Rowan Eisner, Leonie Seabrook, Clive McAlpine
University of Queensland, Brisbane, Queensland 2067, www.gpem.uq.edu.au/lec, email@example.com
Biodiversity is threatened in a post-carbon future due to the expansion of agriculture resulting from reduction in the use of petrochemical-based fertilisers. Here we prioritise alternative fertilisers based on their potential to minimise future agricultural expansion. We map the threat to biodiversity globally for the best-case scenario for replacing mineral N. To consider both biofixation and industrial nitrogen fixation, we calculated the footprint for three green manures (azolla, algae and alfalfa), and three options for mineral nitrogen production using renewable energy to power the Haber-Bosch process (wind, photovoltaics and thermal solar). Solar-powered Haber-Bosch would provide the minimum global footprint, with concentrated thermal solar power stations a particularly attractive option since they are best situated in low-rainfall areas where biodiversity is also lower. This approach would also save about 1% of global carbon emissions from the combustion of fossil fuels.
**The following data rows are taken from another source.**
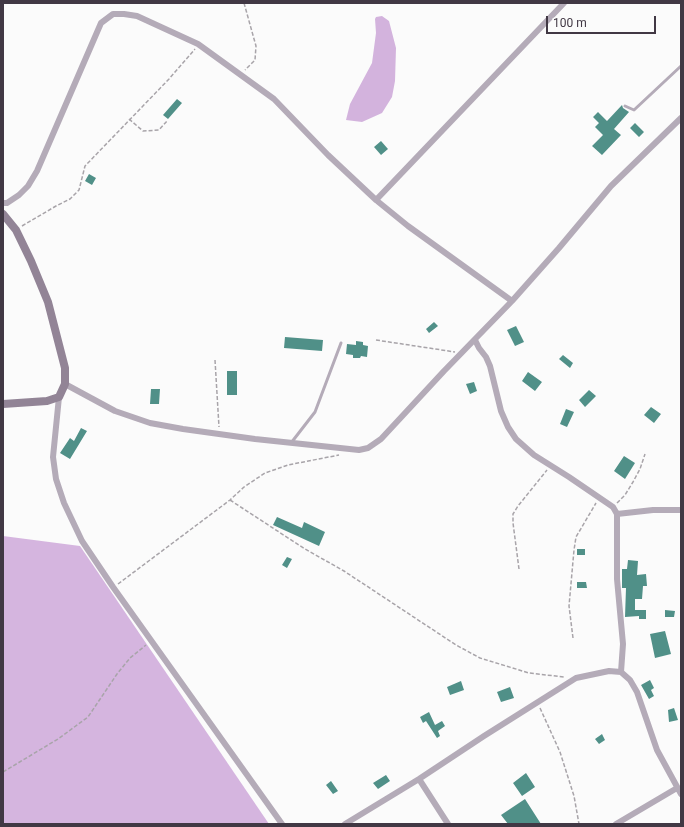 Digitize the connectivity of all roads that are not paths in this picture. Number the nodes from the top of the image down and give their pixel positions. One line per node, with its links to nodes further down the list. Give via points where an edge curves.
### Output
1 (564, 3): 5 (street)
2 (681, 66): 3 (lane, via 634,110)
3 (625, 106)
4 (681, 118): 8 (street, via 611,186)
5 (376, 200): 6 (street, via 274,99 198,44 137,16 113,14 101,23 34,176 19,195); 8 (street, via 414,231)
6 (3, 203)
7 (3, 214): 11 (street, via 16,230 48,302 65,368)
8 (512, 301): 9 (street)
9 (475, 340): 14 (street, via 381,439 368,448 359,450); 16 (street, via 490,366 501,411 516,439 534,455 613,507)
10 (341, 343): 14 (lane, via 315,412)
11 (65, 384): 12 (street); 14 (street, via 115,412 150,423 220,435)
12 (60, 397): 13 (street, via 47,401); 21 (street, via 53,457 56,479 82,541)
13 (3, 404)
14 (292, 443)
15 (681, 510): 16 (street)
16 (617, 514): 17 (street)
17 (621, 672): 18 (street, via 609,671 576,678); 19 (street, via 630,680 637,692 657,750)
18 (419, 779): 22 (street); 23 (street)
19 (677, 788): 20 (street); 24 (street)
20 (681, 794)
21 (282, 824)
22 (345, 824)
23 (448, 824)
24 (616, 824) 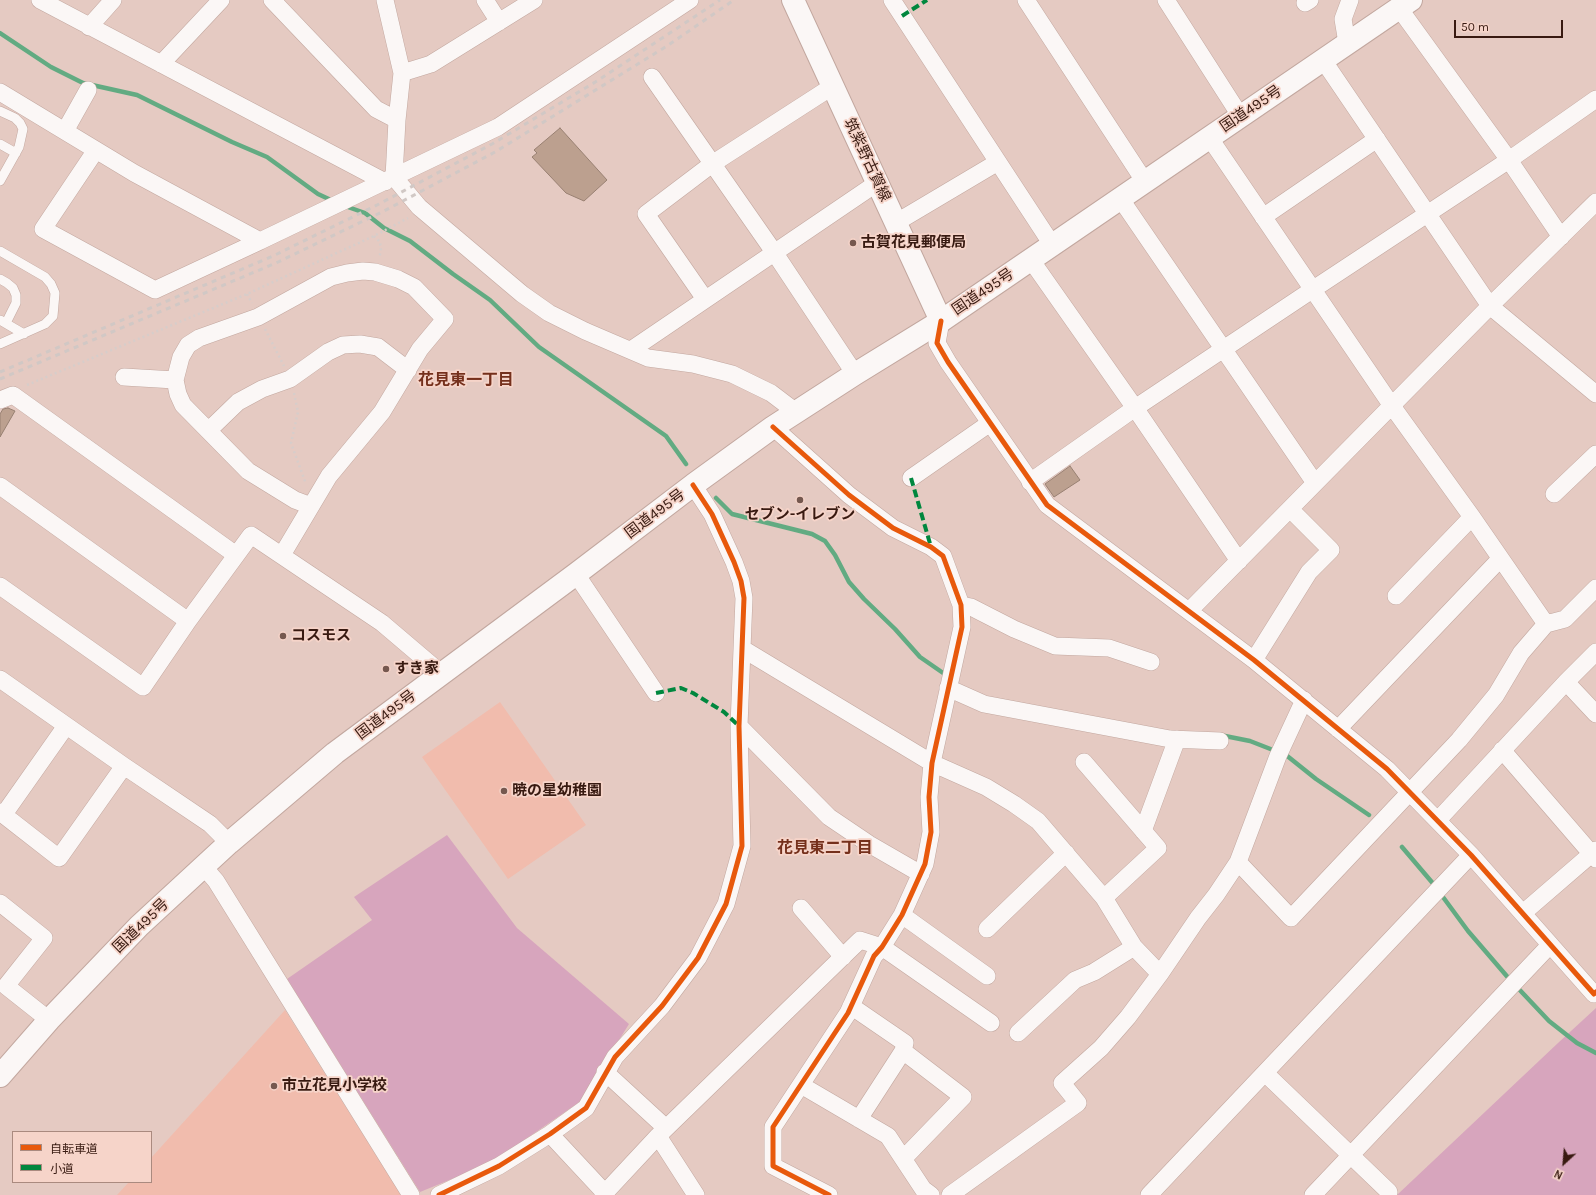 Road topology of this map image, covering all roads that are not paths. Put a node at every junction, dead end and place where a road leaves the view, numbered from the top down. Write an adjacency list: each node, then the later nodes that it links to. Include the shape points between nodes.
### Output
1 (40, 0): 16 (street)
2 (113, 0): 16 (street)
3 (221, 0): 19 (street)
4 (272, 0): 28 (street, via 376,110)
5 (385, 0): 20 (street)
6 (485, 0): 15 (street)
7 (534, 0): 15 (street)
8 (690, 0): 38 (street, via 498,127)
9 (892, 0): 36 (street)
10 (1026, 0): 40 (street)
11 (1166, 0): 27 (street)
12 (1350, 0): 17 (street, via 1342,19)
13 (1405, 4): 17 (main road, 国道495号); 35 (street)
14 (797, 8): 22 (main road, 筑紫野古賀線)
15 (499, 22): 20 (street, via 431,64)
16 (89, 26): 19 (street)
17 (1348, 43): 18 (main road, 国道495号)
18 (1323, 60): 27 (main road, 国道495号); 31 (street)
19 (161, 64): 38 (street)
20 (402, 73): 28 (street)
21 (652, 77): 37 (street)
22 (833, 86): 37 (street); 41 (main road, 筑紫野古賀線)
23 (88, 90): 29 (street)
24 (0, 92): 29 (street)
25 (1596, 98): 35 (street)
26 (0, 111): 34 (lane, via 15,118 23,129)
27 (1241, 117): 30 (main road, 国道495号)
28 (397, 120): 38 (street)
29 (65, 131): 33 (street)
30 (1209, 137): 40 (main road, 国道495号); 45 (street)
31 (1377, 139): 44 (street); 45 (street)
32 (0, 144): 34 (lane)
33 (96, 150): 48 (street); 48 (street, via 43,229 155,290)
34 (16, 153): 39 (lane)
35 (1509, 160): 44 (street); 47 (street)
36 (998, 162): 46 (street); 49 (street)
37 (712, 164): 51 (street); 55 (street, via 646,214)
38 (390, 180): 48 (street); 62 (street, via 522,294 555,316)
39 (0, 181)
40 (1145, 182): 42 (main road, 国道495号)
41 (877, 183): 46 (main road, 筑紫野古賀線); 51 (street)
42 (1120, 198): 49 (main road, 国道495号); 61 (street)
43 (1596, 202): 47 (street)
44 (1427, 213): 54 (street); 56 (street)
45 (1263, 217): 54 (street)
46 (896, 222): 57 (main road, 筑紫野古賀線)
47 (1561, 237): 56 (street)
48 (260, 241)
49 (1053, 246): 52 (main road, 国道495号)
50 (0, 251): 59 (lane, via 45,277 55,293 52,316 45,324)
51 (774, 252): 55 (street); 64 (street)
52 (1031, 260): 57 (main road, 国道495号); 70 (street)
53 (0, 279): 58 (lane, via 13,288 16,295 16,303)
54 (1312, 290): 61 (street); 69 (street)
55 (705, 299): 62 (street)
56 (1490, 306): 67 (street); 69 (street)
57 (941, 321): 64 (main road, 国道495号); 72 (street, via 937,343)
58 (3, 322): 59 (lane)
59 (24, 334): 60 (lane)
60 (0, 344)
61 (1223, 349): 70 (street); 78 (street)
62 (631, 350): 71 (street, via 648,358 693,364 732,374 771,393)
63 (408, 370): 66 (street, via 420,349 445,319 414,287 398,279 375,272 347,272 331,277 258,317 199,338 188,345 181,357); 74 (street, via 378,347 343,345 328,352 290,379 262,389 238,402); 82 (street, via 382,412 329,476)
64 (855, 374): 71 (main road, 国道495号)
65 (124, 377): 66 (street)
66 (175, 380): 74 (street, via 183,405)
67 (1596, 394)
68 (7, 398): 85 (street)
69 (1392, 406): 78 (street); 84 (street)
70 (1135, 408): 77 (street); 88 (street)
71 (796, 412): 73 (main road, 国道495号)
72 (990, 423): 76 (street); 77 (street)
73 (773, 427): 79 (main road, 国道495号); 93 (street, via 849,495 893,528 943,556)
74 (209, 430): 82 (street, via 248,471 295,500)
75 (1592, 465): 81 (street)
76 (911, 478)
77 (1030, 482): 94 (street, via 1047,505)
78 (1315, 483): 83 (street)
79 (694, 485): 89 (main road, 国道495号); 97 (street, via 712,514 741,581 744,598)
80 (0, 486): 95 (street)
81 (1554, 494)
82 (311, 506): 86 (street)
83 (1290, 510): 88 (street); 99 (street, via 1331,550 1309,572)
84 (1472, 518): 87 (street); 92 (street)
85 (236, 555): 86 (street, via 251,535); 95 (street)
86 (282, 555): 101 (street, via 382,623)
87 (1500, 559): 96 (street); 110 (street)
88 (1239, 561): 94 (street)
89 (576, 574): 101 (main road, 国道495号); 105 (street)
90 (0, 586): 95 (street, via 142,687)
91 (1596, 588): 96 (street, via 1565,619)
92 (1396, 596)
93 (961, 606): 100 (street, via 971,607 1054,646 1109,648); 104 (street, via 962,627)
94 (1189, 611): 99 (street)
95 (188, 621)
96 (1546, 624): 117 (street, via 1521,653 1496,696)
97 (743, 649): 109 (street); 114 (street)
98 (1596, 652): 103 (street)
99 (1254, 660): 106 (street)
100 (1151, 662)
101 (442, 674): 121 (main road, 国道495号, via 335,753)
102 (0, 680): 108 (street)
103 (1566, 682): 107 (street); 113 (street)
104 (948, 688): 111 (street, via 984,704); 114 (street)
105 (656, 693)
106 (1304, 700): 110 (street); 125 (street, via 1278,756)
107 (1596, 714)
108 (66, 726): 116 (street); 118 (street)
109 (739, 726): 127 (street, via 829,817); 147 (street, via 742,846 726,904 698,958 662,1006 615,1057)
110 (1338, 729): 117 (street, via 1387,769)
111 (1177, 739): 112 (street); 120 (street)
112 (1220, 741)
113 (1502, 750): 119 (street); 123 (street)
114 (932, 762): 122 (street, via 986,787 1014,804 1038,821); 127 (street, via 929,797 931,832)
115 (1084, 762): 120 (street)
116 (124, 766): 118 (street, via 59,858); 121 (street, via 210,824)
117 (1410, 792): 119 (street); 125 (street, via 1291,918)
118 (2, 813)
119 (1438, 820): 124 (street)
120 (1143, 831): 128 (street, via 1158,848)
121 (229, 843): 126 (main road, 国道495号)
122 (1066, 853): 128 (street); 133 (street)
123 (1595, 854): 131 (street)
124 (1471, 855): 131 (street); 148 (street)
125 (1238, 862): 138 (street)
126 (204, 868): 143 (main road, 国道495号, via 139,926); 158 (street, via 216,881)
127 (921, 874): 132 (street)
128 (1104, 898): 136 (street)
129 (0, 903): 140 (street, via 44,938)
130 (801, 908): 137 (street)
131 (1523, 913): 134 (street)
132 (902, 915): 135 (street); 139 (street)
133 (987, 929)
134 (1550, 945): 141 (street, via 1594,994); 154 (street)
135 (882, 947): 137 (street, via 860,940); 142 (street, via 874,956); 144 (street)
136 (1134, 947): 138 (street); 145 (street, via 1094,972 1075,980)
137 (843, 957): 152 (street)
138 (1160, 974): 163 (street, via 1101,1048 1062,1083 1078,1103)
139 (987, 976)
140 (3, 984): 143 (street)
141 (1596, 992)
142 (851, 1006): 146 (street, via 905,1043); 150 (street)
143 (49, 1020): 149 (main road, 国道495号)
144 (991, 1023)
145 (1018, 1033)
146 (903, 1052): 151 (street); 155 (street, via 963,1097)
147 (605, 1072): 152 (street); 153 (street, via 586,1108)
148 (1265, 1073): 154 (street); 164 (street)
149 (0, 1076)
150 (801, 1085): 151 (street); 161 (street, via 773,1127 773,1166)
151 (859, 1119): 155 (street, via 888,1136)
152 (662, 1132): 157 (street); 160 (street)
153 (550, 1134): 157 (street); 159 (street, via 499,1166)
154 (1350, 1156): 156 (street); 165 (street)
155 (904, 1158): 162 (street, via 923,1189)
156 (1389, 1192)
157 (604, 1194)
158 (411, 1195)
159 (439, 1195)
160 (696, 1195)
161 (829, 1195)
162 (931, 1195)
163 (950, 1195)
164 (1149, 1195)
165 (1313, 1195) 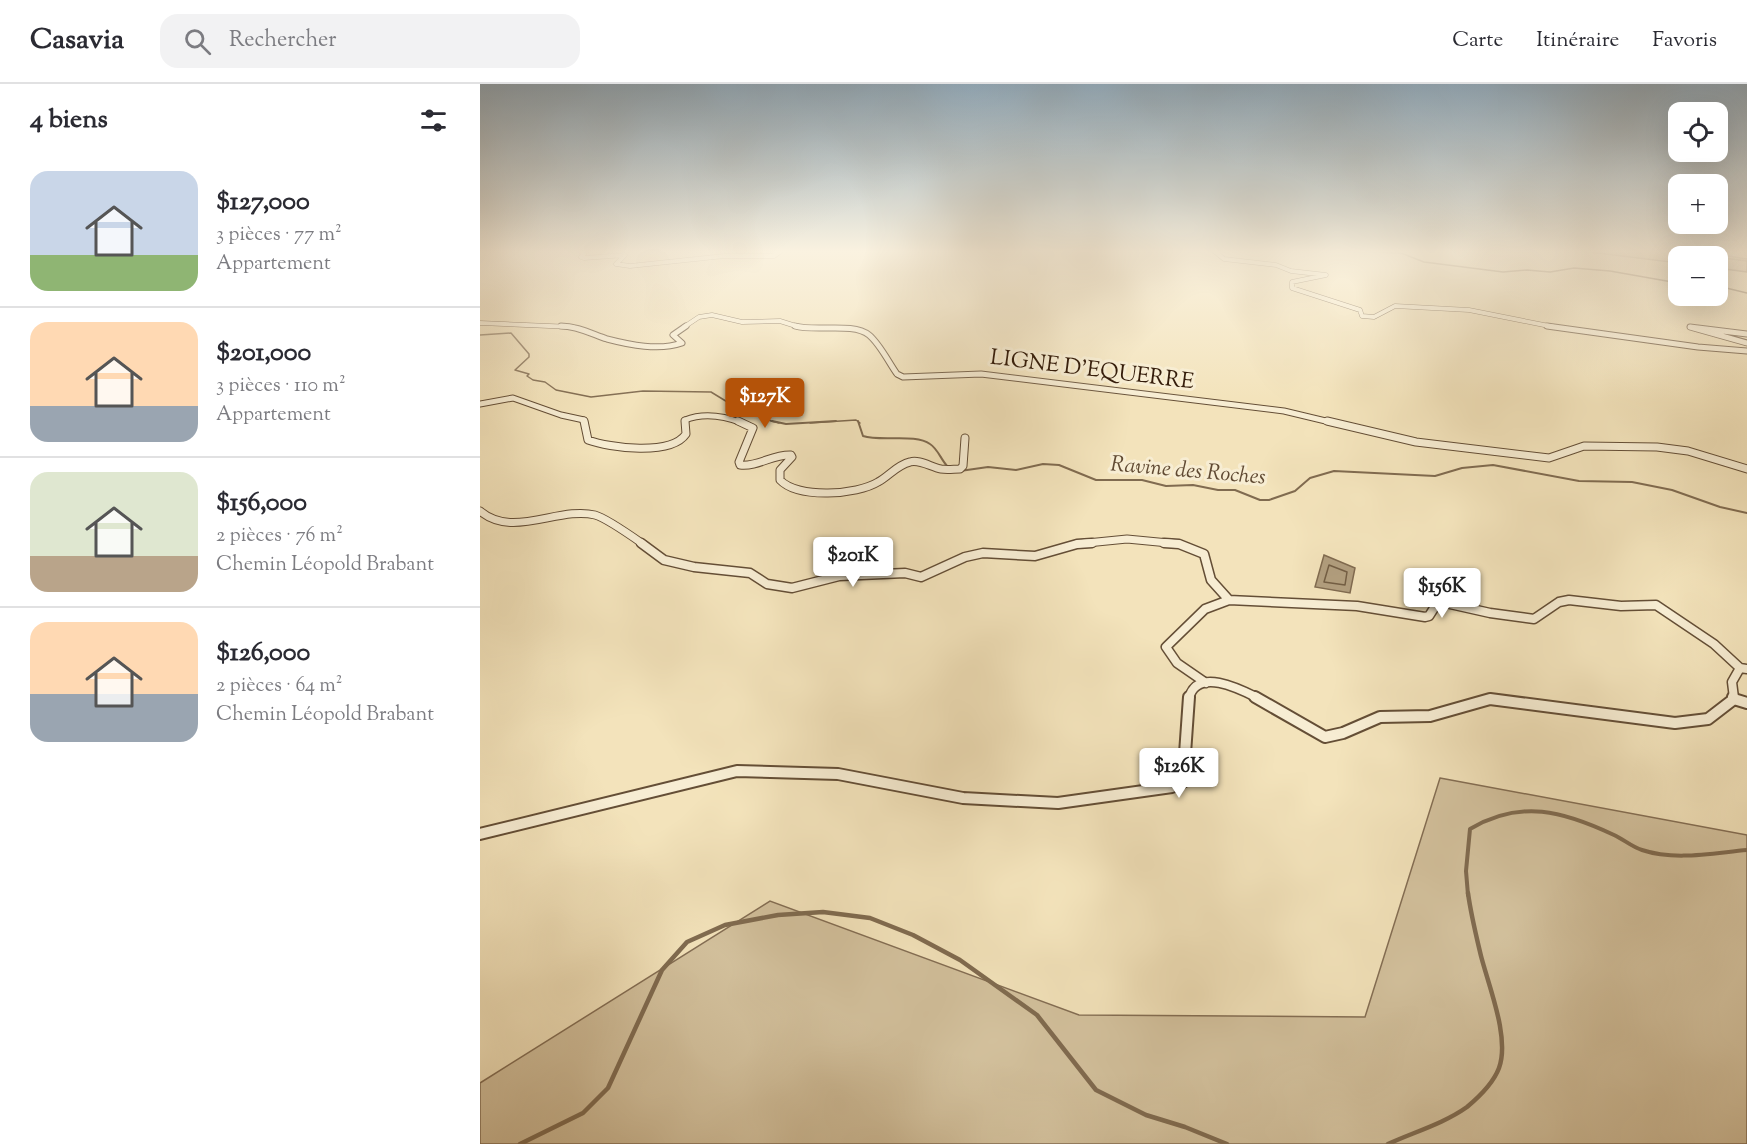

Mapping the biodiversity impact of expanding the current solar power station footprint to meet the area required to replace the fossil fuel powered mineral N shows a reduction in biodiversity impact from footprint expansion to less than one ten-thousandth of that which would occur with current management practices in the absence of mineral N. A proactive approach is required in selecting alternatives to mineral N in order to limit the impact of agriculture’s post-carbon footprint on biodiversity.